These days Facebook is full of the 30+ generation and the youth dominate tiktok etc. The time has passed.

I love my Quest 2. Literally hundreds and hundreds of hours spent on it. One of the best purchases I've ever made.
 
I do beleive in it, quiet strongly sometimes, but I feel we are a million miles off from something not only useful, but profitable.

One example I think could be amazing is education. The idea of putting kn a headset, and then being in a virtual room up close with a teacher that is giving a practical science lesson. You could walk around, get within 1mm of the chemicals, and doing all this from the comfort of your home, with 50k other sutdnets taking the same lesson. Not only that, the lesson may not be live. You could have university classes from the best of the best teachers, given to anyone in the world.

Another example would be learning to be a mechanic, or even just being one. Say there's a vehicle you've never seen before, you need to change something deep withing the front of the vehicle. You put on your vr headset, load up the manufacturers vr instructions, and now have a full 3d life like view of the car and all that's needed. You can literally put your head into the engine, see where that screw is hidden, etc. Then take off vr, now you know how to fix the problem.

I can see a great use for it, but for now, it's too expensive, and too limited.

There's plenty of YouTube how to fix videos, or examples where you might be stuck and vidoe call someone to give advice and help. Vr could replace this and do a much better job, however who buys first? You won't buy until the service is there, and you won't make these services, until users have them. There needs to be a bigger push to make people buy vr for something that can clearly exist and a clear benefit to purchasing. Games are the most obvious, and porn.
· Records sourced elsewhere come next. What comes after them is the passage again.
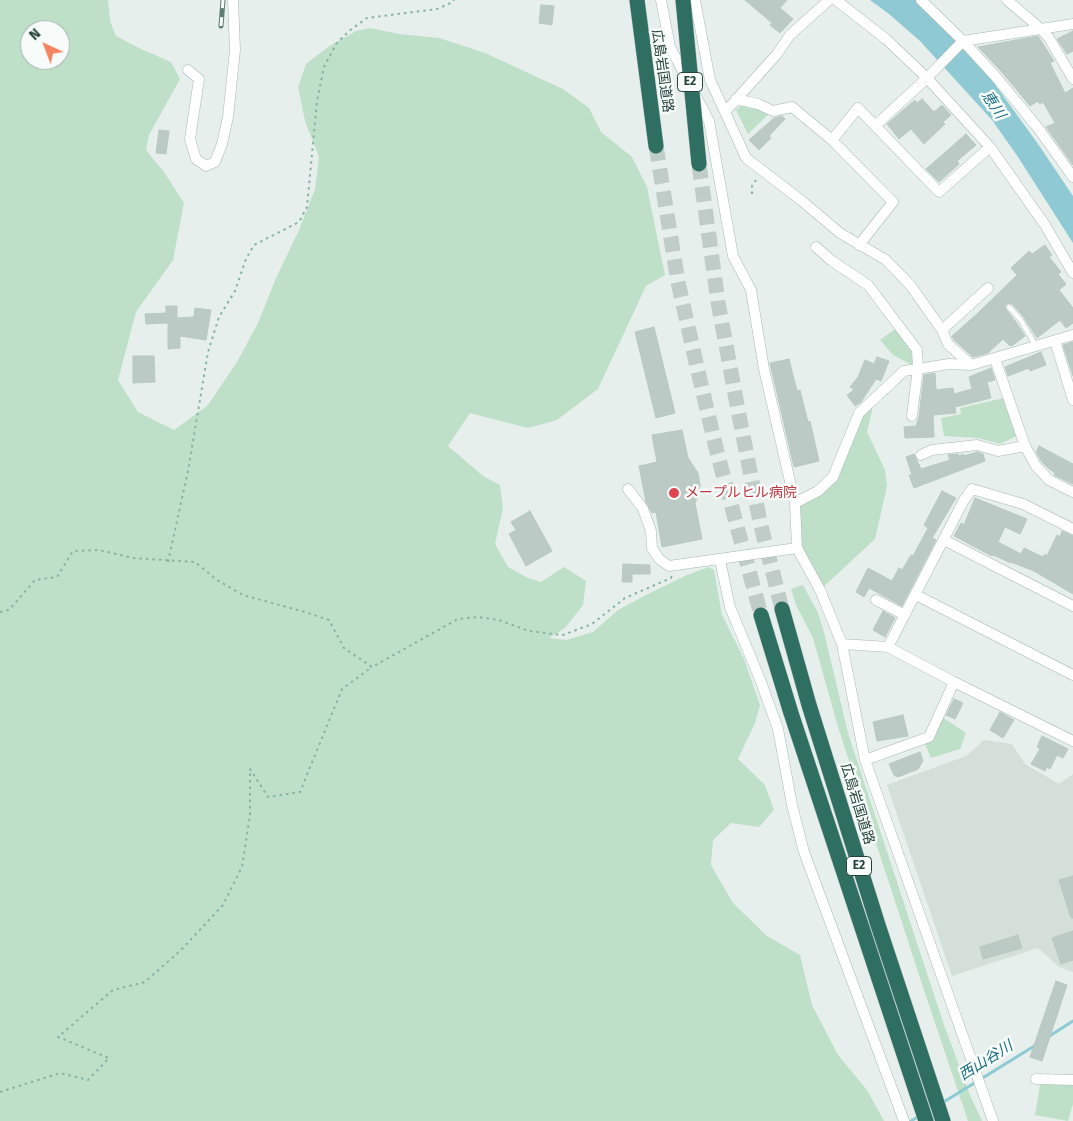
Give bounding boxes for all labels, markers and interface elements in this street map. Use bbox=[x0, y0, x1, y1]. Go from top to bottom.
north arrow bbox=[20, 20, 70, 70]
text: N bbox=[26, 25, 44, 44]
street label: 広島岩国道路 bbox=[648, 28, 676, 114]
road number: E2 bbox=[678, 72, 702, 91]
water label: 恵川 bbox=[977, 88, 1009, 122]
place label: メープルヒル病院 bbox=[685, 485, 797, 501]
marker: メープルヒル病院 bbox=[667, 486, 681, 500]
street label: 広島岩国道路 bbox=[837, 761, 877, 847]
road number: E2 bbox=[846, 856, 872, 876]
water label: 西山谷川 bbox=[956, 1037, 1016, 1085]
It's like the Internet in its beginning. What on earth did I as a 10 year old do in the Internet when it first came out? You couldn't buy anything, no online multilayer games,
 
Meta has a problem because this guy is the face of it. An evil, creepy, manipulative weirdo who's public image is in the toilet, thanks to things like the Social Media, the Analytical scandal, and a host of interviews where he's either sweating profusely facing questions around privacy, or again, just being an utter fruitcake. 'I was human'

Complete megalomaniacal whack job. Even his own chatbot doesn't like him, lmao.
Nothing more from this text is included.